Increasing encroachment against financial privacy like this Fincen move "raises concerns as to whether people could find their information in a file as a potential terrorist suspect without having the appropriate predicate for that and find themselves potentially falsely accused," Sharon Bradford Franklin, senior counsel for the Rule of Law Program at the Constitution Project, told Reuters.

One protection from becoming scooped up in a fishing expedition and being falsely accused is the use of virtual or alternative currencies. But this week, Fincen issued guidance on virtual currencies and regulatory responsibilities.

Clarifying circumstances where the "money transmitter" definition applies under the law, Fincen classified de-centralized virtual currency as a convertible virtual currency that has no central repository and no single administrator, and that persons may obtain by their own computing or manufacturing effort. Although bitcoin was not singled out by name, the guidance appears directed at cryptocurrencies that operate in a peer-to-peer, distributed fashion such as Bitcoin.
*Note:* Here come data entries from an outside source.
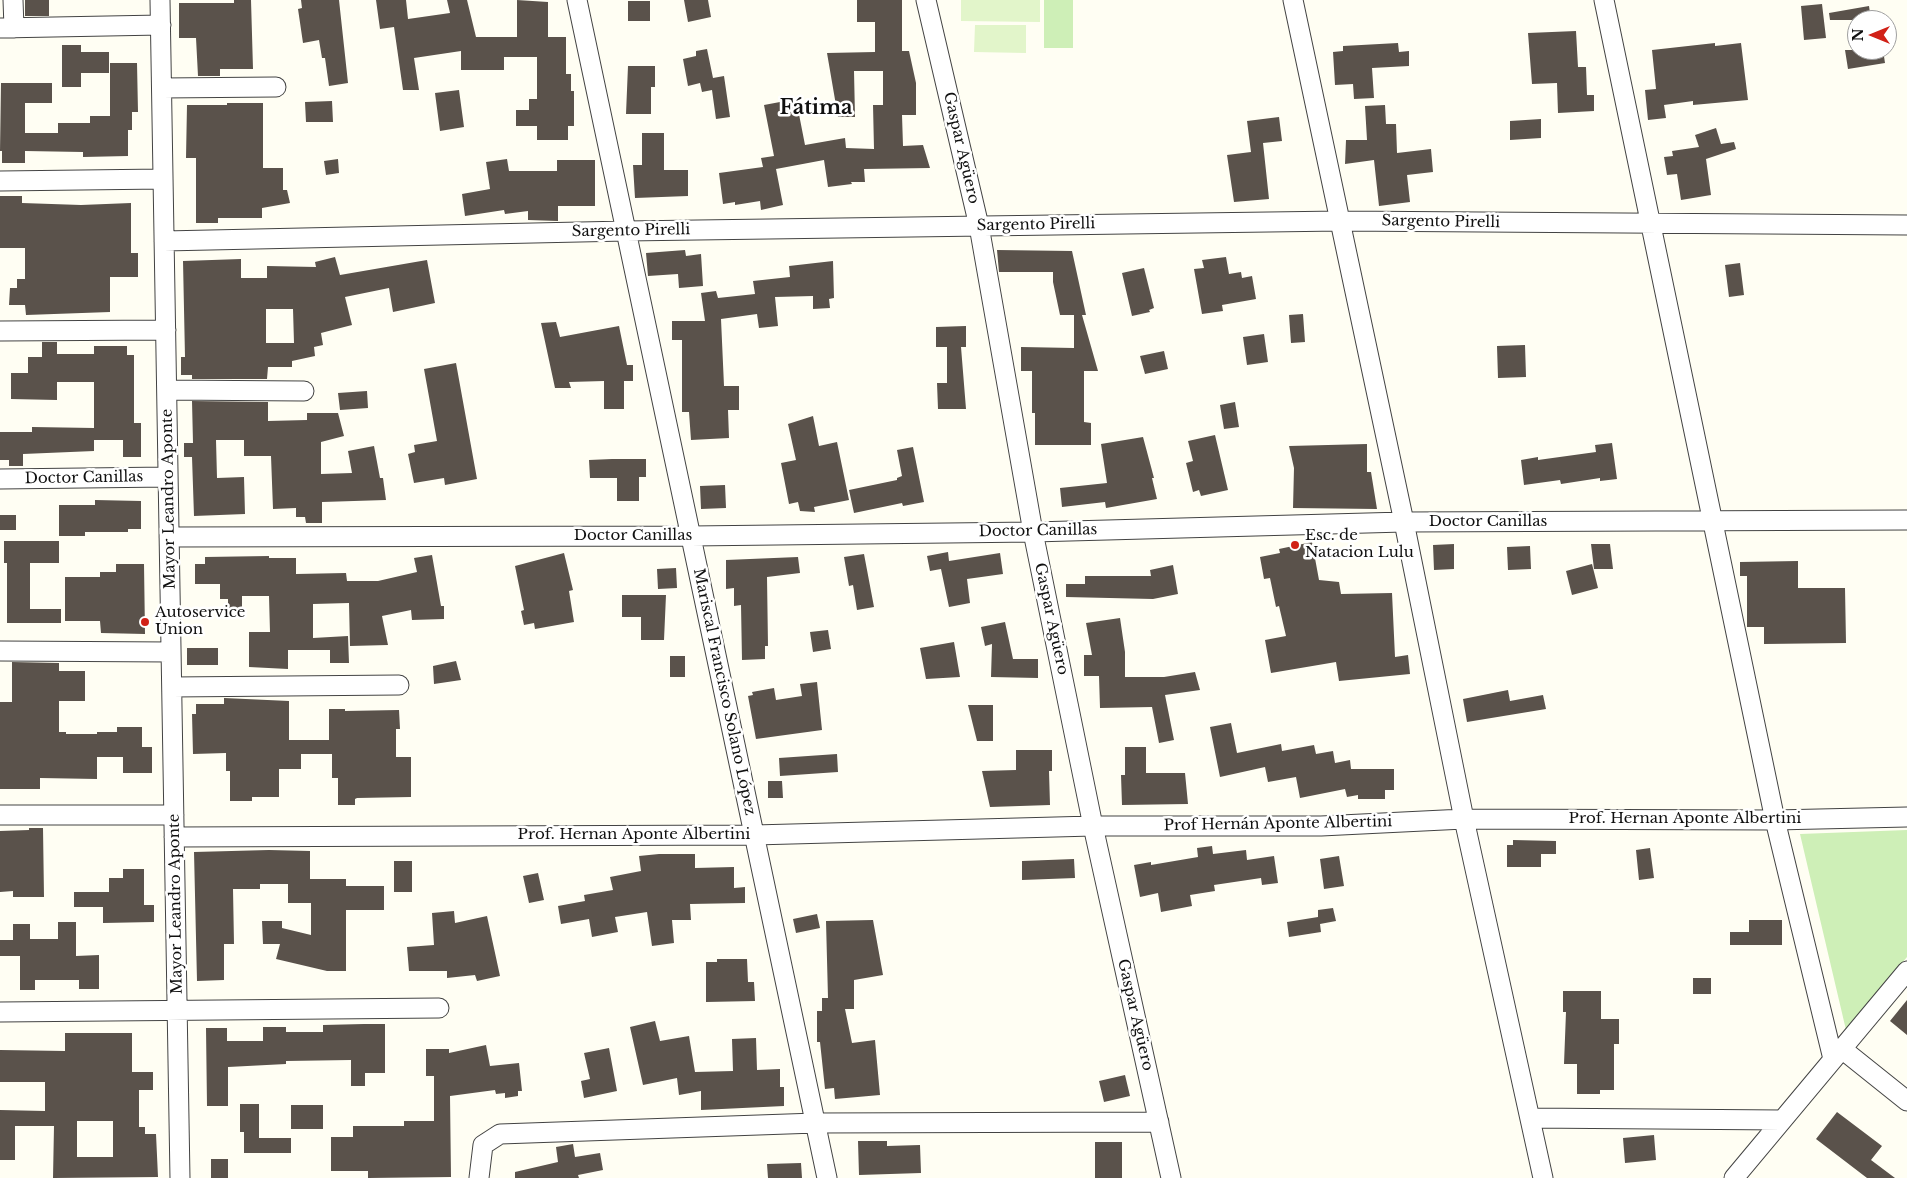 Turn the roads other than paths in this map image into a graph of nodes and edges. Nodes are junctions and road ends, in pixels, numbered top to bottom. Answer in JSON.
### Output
{"nodes":[{"id":1,"x":13,"y":0,"type":"edge"},
{"id":2,"x":160,"y":0,"type":"edge"},
{"id":3,"x":577,"y":0,"type":"edge"},
{"id":4,"x":926,"y":0,"type":"edge"},
{"id":5,"x":1293,"y":0,"type":"edge"},
{"id":6,"x":1604,"y":0,"type":"edge"},
{"id":7,"x":161,"y":25,"type":"junction"},
{"id":8,"x":7,"y":28,"type":"edge"},
{"id":9,"x":276,"y":87,"type":"dead end"},
{"id":10,"x":162,"y":88,"type":"junction"},
{"id":11,"x":163,"y":179,"type":"junction"},
{"id":12,"x":0,"y":181,"type":"edge"},
{"id":13,"x":1340,"y":220,"type":"junction"},
{"id":14,"x":1651,"y":224,"type":"junction"},
{"id":15,"x":1907,"y":225,"type":"edge"},
{"id":16,"x":979,"y":226,"type":"junction"},
{"id":17,"x":626,"y":231,"type":"junction"},
{"id":18,"x":164,"y":240,"type":"junction"},
{"id":19,"x":166,"y":330,"type":"junction"},
{"id":20,"x":0,"y":331,"type":"edge"},
{"id":21,"x":167,"y":390,"type":"junction"},
{"id":22,"x":304,"y":391,"type":"dead end"},
{"id":23,"x":168,"y":476,"type":"junction"},
{"id":24,"x":0,"y":479,"type":"edge"},
{"id":25,"x":1907,"y":520,"type":"edge"},
{"id":26,"x":1713,"y":521,"type":"junction"},
{"id":27,"x":1404,"y":522,"type":"junction"},
{"id":28,"x":1033,"y":532,"type":"junction"},
{"id":29,"x":691,"y":536,"type":"junction"},
{"id":30,"x":169,"y":537,"type":"junction"},
{"id":31,"x":0,"y":651,"type":"edge"},
{"id":32,"x":171,"y":652,"type":"junction"},
{"id":33,"x":399,"y":686,"type":"dead end"},
{"id":34,"x":172,"y":687,"type":"junction"},
{"id":35,"x":174,"y":815,"type":"junction"},
{"id":36,"x":0,"y":816,"type":"edge"},
{"id":37,"x":1907,"y":817,"type":"edge"},
{"id":38,"x":1464,"y":819,"type":"junction"},
{"id":39,"x":1775,"y":820,"type":"junction"},
{"id":40,"x":1093,"y":826,"type":"junction"},
{"id":41,"x":754,"y":835,"type":"junction"},
{"id":42,"x":174,"y":837,"type":"junction"},
{"id":43,"x":1907,"y":971,"type":"edge"},
{"id":44,"x":439,"y":1008,"type":"dead end"},
{"id":45,"x":0,"y":1012,"type":"edge"},
{"id":46,"x":177,"y":1012,"type":"junction"},
{"id":47,"x":1838,"y":1054,"type":"junction"},
{"id":48,"x":1907,"y":1101,"type":"edge"},
{"id":49,"x":1530,"y":1118,"type":"junction"},
{"id":50,"x":1782,"y":1120,"type":"junction"},
{"id":51,"x":1159,"y":1122,"type":"junction"},
{"id":52,"x":816,"y":1123,"type":"junction"},
{"id":53,"x":180,"y":1178,"type":"edge"},
{"id":54,"x":479,"y":1178,"type":"edge"},
{"id":55,"x":827,"y":1178,"type":"edge"},
{"id":56,"x":1172,"y":1178,"type":"edge"},
{"id":57,"x":1544,"y":1178,"type":"edge"},
{"id":58,"x":1734,"y":1178,"type":"edge"}],
"edges":[{"from":1,"to":8,"type":"street"},
{"from":2,"to":7,"type":"street","name":"Mayor Leandro Aponte"},
{"from":3,"to":17,"type":"street","name":"Mariscal Francisco Solano López"},
{"from":4,"to":16,"type":"street","name":"Gaspar Agüero"},
{"from":5,"to":13,"type":"street"},
{"from":6,"to":14,"type":"street"},
{"from":7,"to":8,"type":"street"},
{"from":7,"to":10,"type":"street","name":"Mayor Leandro Aponte"},
{"from":9,"to":10,"type":"street"},
{"from":10,"to":11,"type":"street","name":"Mayor Leandro Aponte"},
{"from":11,"to":12,"type":"street"},
{"from":11,"to":18,"type":"street","name":"Mayor Leandro Aponte"},
{"from":13,"to":14,"type":"street","name":"Sargento Pirelli"},
{"from":13,"to":16,"type":"street","name":"Sargento Pirelli"},
{"from":13,"to":27,"type":"street"},
{"from":14,"to":15,"type":"street","name":"Sargento Pirelli"},
{"from":14,"to":26,"type":"street"},
{"from":16,"to":17,"type":"street","name":"Sargento Pirelli"},
{"from":16,"to":28,"type":"street","name":"Gaspar Agüero"},
{"from":17,"to":18,"type":"street","name":"Sargento Pirelli"},
{"from":17,"to":29,"type":"street","name":"Mariscal Francisco Solano López"},
{"from":18,"to":19,"type":"street","name":"Mayor Leandro Aponte"},
{"from":19,"to":20,"type":"street"},
{"from":19,"to":21,"type":"street","name":"Mayor Leandro Aponte"},
{"from":21,"to":22,"type":"street"},
{"from":21,"to":23,"type":"street","name":"Mayor Leandro Aponte"},
{"from":23,"to":24,"type":"street","name":"Doctor Canillas"},
{"from":23,"to":30,"type":"street","name":"Mayor Leandro Aponte"},
{"from":25,"to":26,"type":"street","name":"Doctor Canillas"},
{"from":26,"to":27,"type":"street","name":"Doctor Canillas"},
{"from":26,"to":39,"type":"street"},
{"from":27,"to":28,"type":"street","name":"Doctor Canillas"},
{"from":27,"to":38,"type":"street"},
{"from":28,"to":29,"type":"street","name":"Doctor Canillas"},
{"from":28,"to":40,"type":"street","name":"Gaspar Agüero"},
{"from":29,"to":30,"type":"street","name":"Doctor Canillas"},
{"from":29,"to":41,"type":"street","name":"Mariscal Francisco Solano López"},
{"from":30,"to":32,"type":"street","name":"Mayor Leandro Aponte"},
{"from":31,"to":32,"type":"street"},
{"from":32,"to":34,"type":"street","name":"Mayor Leandro Aponte"},
{"from":33,"to":34,"type":"street"},
{"from":34,"to":35,"type":"street","name":"Mayor Leandro Aponte"},
{"from":35,"to":36,"type":"street"},
{"from":35,"to":42,"type":"street","name":"Mayor Leandro Aponte"},
{"from":37,"to":39,"type":"street","name":"Prof. Hernan Aponte Albertini"},
{"from":38,"to":39,"type":"street","name":"Prof. Hernan Aponte Albertini"},
{"from":38,"to":40,"type":"street","name":"Prof Hernán Aponte Albertini"},
{"from":38,"to":49,"type":"street"},
{"from":39,"to":47,"type":"street"},
{"from":40,"to":41,"type":"street","name":"Prof. Hernan Aponte Albertini"},
{"from":40,"to":51,"type":"street","name":"Gaspar Agüero"},
{"from":41,"to":42,"type":"street","name":"Prof. Hernan Aponte Albertini"},
{"from":41,"to":52,"type":"street","name":"Mariscal Francisco Solano López"},
{"from":42,"to":46,"type":"street","name":"Mayor Leandro Aponte"},
{"from":43,"to":47,"type":"street"},
{"from":44,"to":46,"type":"street"},
{"from":45,"to":46,"type":"street"},
{"from":46,"to":53,"type":"street","name":"Mayor Leandro Aponte"},
{"from":47,"to":48,"type":"street"},
{"from":47,"to":50,"type":"street"},
{"from":49,"to":50,"type":"street"},
{"from":49,"to":57,"type":"street"},
{"from":50,"to":58,"type":"street"},
{"from":51,"to":52,"type":"street"},
{"from":51,"to":56,"type":"street","name":"Gaspar Agüero"},
{"from":52,"to":54,"type":"street"},
{"from":52,"to":55,"type":"street","name":"Mariscal Francisco Solano López"}]}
The primary impact of the likely tighter compliance will be felt by the bitcoin-to-fiat exchanges operating in the U.S. and this will lead to jurisdictional competition, as seen in online casino gambling where the more entrepreneurial jurisdictions rose to dominance by embracing the technology early and not overregulating.

Almost serendipitously, discussions about adding privacy extensions to the Bitcoin cryptographic money protocol have been increasing lately.

Bitcoin is nonpolitical money and it falls outside the scope of reporting financial institutions. Since bitcoin does not provide user and transactional privacy by default, multiple bitcoin wallets and Tor, a client software and volunteer server network that enables online anonymity, can enhance privacy without modification to the core Bitcoin code. Nonetheless, code-modifying proposals for augmenting Bitcoin privacy have been introduced. One idea calls for automatic mixing techniques, which would periodically give all users the opportunity to shuffle coins among one another, making the money harder to trace without implicating individuals. Another concept is "coin control," a method for users to select which of their wallet’s multiple addresses to use as the "from address" (currently picked somewhat randomly by the client software).